▶ EXERCISE DETAILS: Gather every line below where "Landsberger" appears.

────────────────────

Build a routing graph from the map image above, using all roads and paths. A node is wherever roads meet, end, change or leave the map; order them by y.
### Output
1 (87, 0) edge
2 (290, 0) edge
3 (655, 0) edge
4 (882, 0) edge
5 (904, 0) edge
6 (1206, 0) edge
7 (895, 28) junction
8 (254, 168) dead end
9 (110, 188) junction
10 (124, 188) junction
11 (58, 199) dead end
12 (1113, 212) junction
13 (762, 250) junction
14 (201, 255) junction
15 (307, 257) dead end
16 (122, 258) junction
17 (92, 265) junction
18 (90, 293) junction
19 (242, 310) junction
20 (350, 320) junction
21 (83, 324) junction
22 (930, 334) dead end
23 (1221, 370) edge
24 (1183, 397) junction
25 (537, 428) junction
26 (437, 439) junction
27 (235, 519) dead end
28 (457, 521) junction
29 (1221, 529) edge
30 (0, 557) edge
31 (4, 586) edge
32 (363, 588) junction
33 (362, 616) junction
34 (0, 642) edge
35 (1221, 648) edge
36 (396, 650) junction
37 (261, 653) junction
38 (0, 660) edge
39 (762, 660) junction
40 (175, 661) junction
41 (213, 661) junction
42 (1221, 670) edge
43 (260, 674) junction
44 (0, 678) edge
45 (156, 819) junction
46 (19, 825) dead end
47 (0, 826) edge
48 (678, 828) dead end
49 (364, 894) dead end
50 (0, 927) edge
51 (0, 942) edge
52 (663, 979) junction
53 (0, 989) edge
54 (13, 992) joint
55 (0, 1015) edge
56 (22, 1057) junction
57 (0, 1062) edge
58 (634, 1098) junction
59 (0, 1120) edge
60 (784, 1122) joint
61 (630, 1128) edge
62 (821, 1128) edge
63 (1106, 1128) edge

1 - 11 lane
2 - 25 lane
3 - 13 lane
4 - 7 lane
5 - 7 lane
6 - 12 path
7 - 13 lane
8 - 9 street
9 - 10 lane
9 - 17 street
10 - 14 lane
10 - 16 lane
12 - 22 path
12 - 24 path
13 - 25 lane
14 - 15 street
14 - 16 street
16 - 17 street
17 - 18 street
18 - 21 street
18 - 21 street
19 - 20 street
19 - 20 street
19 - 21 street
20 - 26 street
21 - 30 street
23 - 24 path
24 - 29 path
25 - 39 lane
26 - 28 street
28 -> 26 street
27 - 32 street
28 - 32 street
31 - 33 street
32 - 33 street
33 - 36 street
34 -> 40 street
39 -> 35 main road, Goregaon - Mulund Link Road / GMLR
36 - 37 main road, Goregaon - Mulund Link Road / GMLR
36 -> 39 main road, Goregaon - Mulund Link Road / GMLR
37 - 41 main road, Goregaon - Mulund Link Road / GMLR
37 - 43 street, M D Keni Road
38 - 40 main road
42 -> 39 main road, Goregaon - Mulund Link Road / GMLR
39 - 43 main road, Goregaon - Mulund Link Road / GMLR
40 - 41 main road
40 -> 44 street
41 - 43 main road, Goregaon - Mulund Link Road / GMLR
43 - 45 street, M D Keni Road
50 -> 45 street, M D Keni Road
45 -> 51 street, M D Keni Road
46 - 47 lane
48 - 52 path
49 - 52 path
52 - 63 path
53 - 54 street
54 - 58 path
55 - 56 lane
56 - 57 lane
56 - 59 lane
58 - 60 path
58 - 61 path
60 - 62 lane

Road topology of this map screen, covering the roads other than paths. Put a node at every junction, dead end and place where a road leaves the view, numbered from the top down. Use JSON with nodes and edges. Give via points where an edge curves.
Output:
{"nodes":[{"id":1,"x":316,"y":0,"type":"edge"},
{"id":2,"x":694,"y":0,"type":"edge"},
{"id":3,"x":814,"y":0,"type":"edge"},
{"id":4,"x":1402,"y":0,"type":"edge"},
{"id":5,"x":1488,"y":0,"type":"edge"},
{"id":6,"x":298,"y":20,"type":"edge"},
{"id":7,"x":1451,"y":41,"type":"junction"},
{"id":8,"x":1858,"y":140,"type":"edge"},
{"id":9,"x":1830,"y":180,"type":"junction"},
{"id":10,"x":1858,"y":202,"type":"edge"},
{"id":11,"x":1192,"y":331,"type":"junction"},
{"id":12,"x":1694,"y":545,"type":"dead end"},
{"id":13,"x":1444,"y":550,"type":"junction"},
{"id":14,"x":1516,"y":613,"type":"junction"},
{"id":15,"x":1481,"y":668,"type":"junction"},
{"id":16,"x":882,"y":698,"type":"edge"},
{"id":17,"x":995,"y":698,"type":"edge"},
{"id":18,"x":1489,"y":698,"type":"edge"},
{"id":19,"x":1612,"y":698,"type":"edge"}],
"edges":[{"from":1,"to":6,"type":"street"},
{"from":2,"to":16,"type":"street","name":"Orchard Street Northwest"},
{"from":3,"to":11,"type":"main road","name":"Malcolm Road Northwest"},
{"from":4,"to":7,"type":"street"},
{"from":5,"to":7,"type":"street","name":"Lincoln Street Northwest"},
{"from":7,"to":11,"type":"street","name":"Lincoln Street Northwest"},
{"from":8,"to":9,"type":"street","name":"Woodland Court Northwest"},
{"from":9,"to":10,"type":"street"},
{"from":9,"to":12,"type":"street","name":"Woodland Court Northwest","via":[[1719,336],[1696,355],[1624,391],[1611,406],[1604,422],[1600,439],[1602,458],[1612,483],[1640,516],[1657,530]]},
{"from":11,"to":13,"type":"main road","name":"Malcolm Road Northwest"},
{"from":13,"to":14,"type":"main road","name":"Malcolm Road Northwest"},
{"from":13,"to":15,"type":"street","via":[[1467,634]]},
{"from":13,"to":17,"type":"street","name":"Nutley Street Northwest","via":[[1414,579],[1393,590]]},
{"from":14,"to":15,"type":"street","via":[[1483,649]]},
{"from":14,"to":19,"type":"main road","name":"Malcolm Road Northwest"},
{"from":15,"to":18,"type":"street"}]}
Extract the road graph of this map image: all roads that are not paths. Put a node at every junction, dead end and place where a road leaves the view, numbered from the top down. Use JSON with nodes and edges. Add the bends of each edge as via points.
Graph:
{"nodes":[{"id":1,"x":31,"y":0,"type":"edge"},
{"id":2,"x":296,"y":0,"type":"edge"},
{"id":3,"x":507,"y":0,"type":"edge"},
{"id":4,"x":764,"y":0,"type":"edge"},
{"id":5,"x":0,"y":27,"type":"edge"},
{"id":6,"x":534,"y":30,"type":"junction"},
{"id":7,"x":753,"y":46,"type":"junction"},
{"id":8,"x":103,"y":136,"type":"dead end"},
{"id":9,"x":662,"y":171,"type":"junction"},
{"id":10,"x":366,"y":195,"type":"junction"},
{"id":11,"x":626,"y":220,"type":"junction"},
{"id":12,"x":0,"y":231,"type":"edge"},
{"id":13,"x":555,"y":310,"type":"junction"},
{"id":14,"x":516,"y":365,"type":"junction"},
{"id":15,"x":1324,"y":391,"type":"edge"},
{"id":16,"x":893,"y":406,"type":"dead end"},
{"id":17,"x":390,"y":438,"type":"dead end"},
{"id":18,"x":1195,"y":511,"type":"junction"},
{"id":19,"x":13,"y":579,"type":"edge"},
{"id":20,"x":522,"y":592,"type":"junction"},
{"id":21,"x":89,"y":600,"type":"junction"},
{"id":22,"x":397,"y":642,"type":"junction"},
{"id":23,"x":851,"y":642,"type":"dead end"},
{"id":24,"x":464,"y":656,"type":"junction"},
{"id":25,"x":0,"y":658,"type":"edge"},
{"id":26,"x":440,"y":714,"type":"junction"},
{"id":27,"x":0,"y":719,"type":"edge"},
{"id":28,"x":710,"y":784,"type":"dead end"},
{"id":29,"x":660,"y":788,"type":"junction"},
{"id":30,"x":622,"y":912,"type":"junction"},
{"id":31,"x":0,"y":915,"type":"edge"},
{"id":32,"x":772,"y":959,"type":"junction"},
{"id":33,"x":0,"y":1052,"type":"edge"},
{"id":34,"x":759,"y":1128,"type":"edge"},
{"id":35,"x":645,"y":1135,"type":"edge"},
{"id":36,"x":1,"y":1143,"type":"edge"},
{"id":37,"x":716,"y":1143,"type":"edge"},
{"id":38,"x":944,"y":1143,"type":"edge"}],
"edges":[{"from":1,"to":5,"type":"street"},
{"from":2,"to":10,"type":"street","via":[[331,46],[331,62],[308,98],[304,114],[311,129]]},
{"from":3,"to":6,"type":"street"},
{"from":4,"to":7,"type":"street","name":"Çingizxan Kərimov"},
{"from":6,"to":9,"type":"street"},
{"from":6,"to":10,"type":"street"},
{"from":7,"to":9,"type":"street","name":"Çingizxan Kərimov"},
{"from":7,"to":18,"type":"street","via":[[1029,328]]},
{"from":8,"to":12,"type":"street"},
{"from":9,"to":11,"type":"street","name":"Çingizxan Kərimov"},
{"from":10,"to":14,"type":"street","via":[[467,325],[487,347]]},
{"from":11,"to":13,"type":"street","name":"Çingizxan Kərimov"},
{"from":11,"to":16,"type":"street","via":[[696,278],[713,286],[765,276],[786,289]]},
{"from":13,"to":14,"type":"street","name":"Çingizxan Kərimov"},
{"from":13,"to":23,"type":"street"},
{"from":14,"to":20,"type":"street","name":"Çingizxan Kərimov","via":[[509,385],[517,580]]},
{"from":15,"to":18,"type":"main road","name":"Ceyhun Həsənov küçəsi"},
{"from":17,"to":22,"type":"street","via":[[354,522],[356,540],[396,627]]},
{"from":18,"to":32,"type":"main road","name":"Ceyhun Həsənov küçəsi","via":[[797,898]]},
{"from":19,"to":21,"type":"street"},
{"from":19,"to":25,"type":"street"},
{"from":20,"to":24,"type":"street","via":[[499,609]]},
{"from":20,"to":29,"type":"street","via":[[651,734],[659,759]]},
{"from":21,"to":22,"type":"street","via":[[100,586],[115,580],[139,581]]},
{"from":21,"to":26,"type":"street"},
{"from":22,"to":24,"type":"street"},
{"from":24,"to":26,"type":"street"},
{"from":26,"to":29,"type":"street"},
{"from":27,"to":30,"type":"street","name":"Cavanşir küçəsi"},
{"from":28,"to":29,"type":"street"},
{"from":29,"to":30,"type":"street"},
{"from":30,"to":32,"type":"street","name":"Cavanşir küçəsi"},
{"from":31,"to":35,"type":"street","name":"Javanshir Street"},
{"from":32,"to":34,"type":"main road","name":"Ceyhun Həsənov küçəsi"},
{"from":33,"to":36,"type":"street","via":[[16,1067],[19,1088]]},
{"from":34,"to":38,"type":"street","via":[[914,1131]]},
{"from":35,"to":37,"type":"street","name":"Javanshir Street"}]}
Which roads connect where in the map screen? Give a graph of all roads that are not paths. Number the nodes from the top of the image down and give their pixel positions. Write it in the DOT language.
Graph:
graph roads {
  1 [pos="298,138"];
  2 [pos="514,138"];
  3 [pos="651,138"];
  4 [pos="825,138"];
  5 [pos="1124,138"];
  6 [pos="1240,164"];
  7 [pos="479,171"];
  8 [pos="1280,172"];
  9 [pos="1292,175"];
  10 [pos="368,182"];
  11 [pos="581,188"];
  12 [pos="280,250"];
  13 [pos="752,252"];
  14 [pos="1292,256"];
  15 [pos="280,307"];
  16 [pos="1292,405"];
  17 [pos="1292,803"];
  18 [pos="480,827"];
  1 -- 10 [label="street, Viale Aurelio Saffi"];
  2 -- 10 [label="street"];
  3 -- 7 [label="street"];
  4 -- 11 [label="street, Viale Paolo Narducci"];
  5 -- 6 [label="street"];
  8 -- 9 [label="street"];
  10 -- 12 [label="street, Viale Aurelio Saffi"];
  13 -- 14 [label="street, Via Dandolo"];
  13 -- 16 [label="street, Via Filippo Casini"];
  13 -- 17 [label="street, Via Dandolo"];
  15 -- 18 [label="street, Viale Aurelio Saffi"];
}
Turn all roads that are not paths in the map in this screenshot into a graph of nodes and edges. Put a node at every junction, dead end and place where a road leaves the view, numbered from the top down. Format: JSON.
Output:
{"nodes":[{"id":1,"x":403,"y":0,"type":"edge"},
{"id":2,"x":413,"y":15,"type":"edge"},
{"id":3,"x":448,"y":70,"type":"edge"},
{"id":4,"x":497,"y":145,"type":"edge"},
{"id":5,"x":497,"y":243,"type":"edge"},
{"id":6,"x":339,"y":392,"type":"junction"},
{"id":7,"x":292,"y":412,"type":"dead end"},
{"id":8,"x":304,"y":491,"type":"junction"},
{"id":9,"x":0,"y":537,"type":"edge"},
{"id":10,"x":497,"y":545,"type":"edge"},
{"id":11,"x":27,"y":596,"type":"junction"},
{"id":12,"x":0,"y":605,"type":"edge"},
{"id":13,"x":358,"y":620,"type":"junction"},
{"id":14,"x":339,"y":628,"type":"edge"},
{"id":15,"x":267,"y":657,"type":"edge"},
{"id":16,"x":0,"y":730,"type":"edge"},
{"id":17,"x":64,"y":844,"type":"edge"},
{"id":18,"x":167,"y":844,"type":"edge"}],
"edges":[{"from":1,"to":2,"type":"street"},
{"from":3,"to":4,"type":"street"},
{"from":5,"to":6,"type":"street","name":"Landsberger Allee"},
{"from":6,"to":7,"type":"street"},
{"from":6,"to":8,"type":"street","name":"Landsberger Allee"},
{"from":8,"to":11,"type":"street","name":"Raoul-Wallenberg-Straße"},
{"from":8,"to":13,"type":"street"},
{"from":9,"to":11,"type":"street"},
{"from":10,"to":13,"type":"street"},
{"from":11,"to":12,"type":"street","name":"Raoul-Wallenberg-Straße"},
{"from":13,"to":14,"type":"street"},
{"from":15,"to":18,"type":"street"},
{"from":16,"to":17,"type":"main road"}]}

────────────────────

▶ TASK RESULT:
{"from":5,"to":6,"type":"street","name":"Landsberger Allee"},
{"from":6,"to":8,"type":"street","name":"Landsberger Allee"},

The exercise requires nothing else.